Is there a chance someone could address my last question - does it matter in terms of performance if I instance everything that’s drawn more than once? Indirect drawing gives us interesting opportunity here, because with properly sorted geometry, if we batch draws that share shader/vertex buffers etc. we’re just looking at how many unique meshes we deal with. If I have several meshes A, and several meshes B - would that make sense to instead of putting each one as separate draw entry in indirect buffer, to just bump instanceCount of a specific draw (so there would be one draw entry per unique mesh, with N instances). I heard a lot of contradicting theories regarding instancing but it was in “ye old days” and instancing with indirect draws seem a bit different.

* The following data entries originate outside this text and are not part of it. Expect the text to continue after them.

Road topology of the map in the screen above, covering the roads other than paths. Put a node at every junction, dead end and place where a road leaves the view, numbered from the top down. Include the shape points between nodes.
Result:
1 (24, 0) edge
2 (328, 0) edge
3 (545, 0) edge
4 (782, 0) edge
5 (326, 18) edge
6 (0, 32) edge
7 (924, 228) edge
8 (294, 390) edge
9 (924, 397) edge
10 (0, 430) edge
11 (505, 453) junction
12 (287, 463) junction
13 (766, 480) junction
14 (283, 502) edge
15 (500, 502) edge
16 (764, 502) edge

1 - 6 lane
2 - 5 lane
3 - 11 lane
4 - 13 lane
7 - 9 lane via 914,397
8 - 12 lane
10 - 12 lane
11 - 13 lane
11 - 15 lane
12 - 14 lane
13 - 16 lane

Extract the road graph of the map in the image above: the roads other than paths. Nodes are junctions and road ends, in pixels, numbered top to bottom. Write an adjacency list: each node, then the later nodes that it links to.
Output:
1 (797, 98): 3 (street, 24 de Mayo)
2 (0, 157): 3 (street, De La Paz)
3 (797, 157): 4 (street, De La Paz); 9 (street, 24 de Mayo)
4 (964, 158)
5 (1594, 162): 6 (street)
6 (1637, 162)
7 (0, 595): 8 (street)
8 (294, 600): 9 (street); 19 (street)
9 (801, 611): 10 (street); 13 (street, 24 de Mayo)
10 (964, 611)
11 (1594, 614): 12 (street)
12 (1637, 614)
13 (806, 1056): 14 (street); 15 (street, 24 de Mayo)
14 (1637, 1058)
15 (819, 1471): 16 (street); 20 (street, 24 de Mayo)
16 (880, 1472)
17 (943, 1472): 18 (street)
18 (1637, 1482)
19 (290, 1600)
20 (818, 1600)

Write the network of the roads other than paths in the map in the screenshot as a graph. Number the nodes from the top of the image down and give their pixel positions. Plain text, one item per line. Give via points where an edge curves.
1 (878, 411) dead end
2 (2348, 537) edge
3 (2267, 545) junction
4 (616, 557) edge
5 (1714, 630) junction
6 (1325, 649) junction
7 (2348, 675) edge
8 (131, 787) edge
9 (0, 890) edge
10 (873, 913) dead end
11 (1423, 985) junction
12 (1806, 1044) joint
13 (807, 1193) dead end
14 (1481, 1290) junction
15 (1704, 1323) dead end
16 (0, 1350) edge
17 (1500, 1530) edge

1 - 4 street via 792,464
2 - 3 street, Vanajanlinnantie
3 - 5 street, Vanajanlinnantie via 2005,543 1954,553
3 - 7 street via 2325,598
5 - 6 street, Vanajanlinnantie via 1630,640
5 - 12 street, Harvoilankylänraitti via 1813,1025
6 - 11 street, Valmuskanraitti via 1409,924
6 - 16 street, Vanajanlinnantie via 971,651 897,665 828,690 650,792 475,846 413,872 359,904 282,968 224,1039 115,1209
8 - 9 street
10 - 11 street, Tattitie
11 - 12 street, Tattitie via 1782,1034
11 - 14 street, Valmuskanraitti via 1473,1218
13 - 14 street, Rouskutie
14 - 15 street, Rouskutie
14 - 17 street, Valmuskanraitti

I mean, it’s basically given - we fetch per-mesh data from SSBO or similar, we do not change textures (bindless handles), so all remains is just compacting all draws into a single unique entry with instances, right?

Unless there is something that makes it non-performant with smaller numbers like 1-10? 10-50? up to 100?

Assuming instancing is appropriate to your use case (ie: you aren’t trying to access different texture objects from different instances in the same draw call), I don’t see that it would matter terribly much. If instancing isn’t an obvious idea for you (that is, you’re not rendering hundreds of the same mesh), I highly doubt that packaging 4 draws into the same draw call is going to give you all that much of a performance boost relative to having 4 separate draws in the indirect call.

Basically, by using multi-draw indirect and reducing state changes as you have done, all of the low-hanging fruit has been picked. When it comes to performance, there are probably more substantive things you can be looking towards.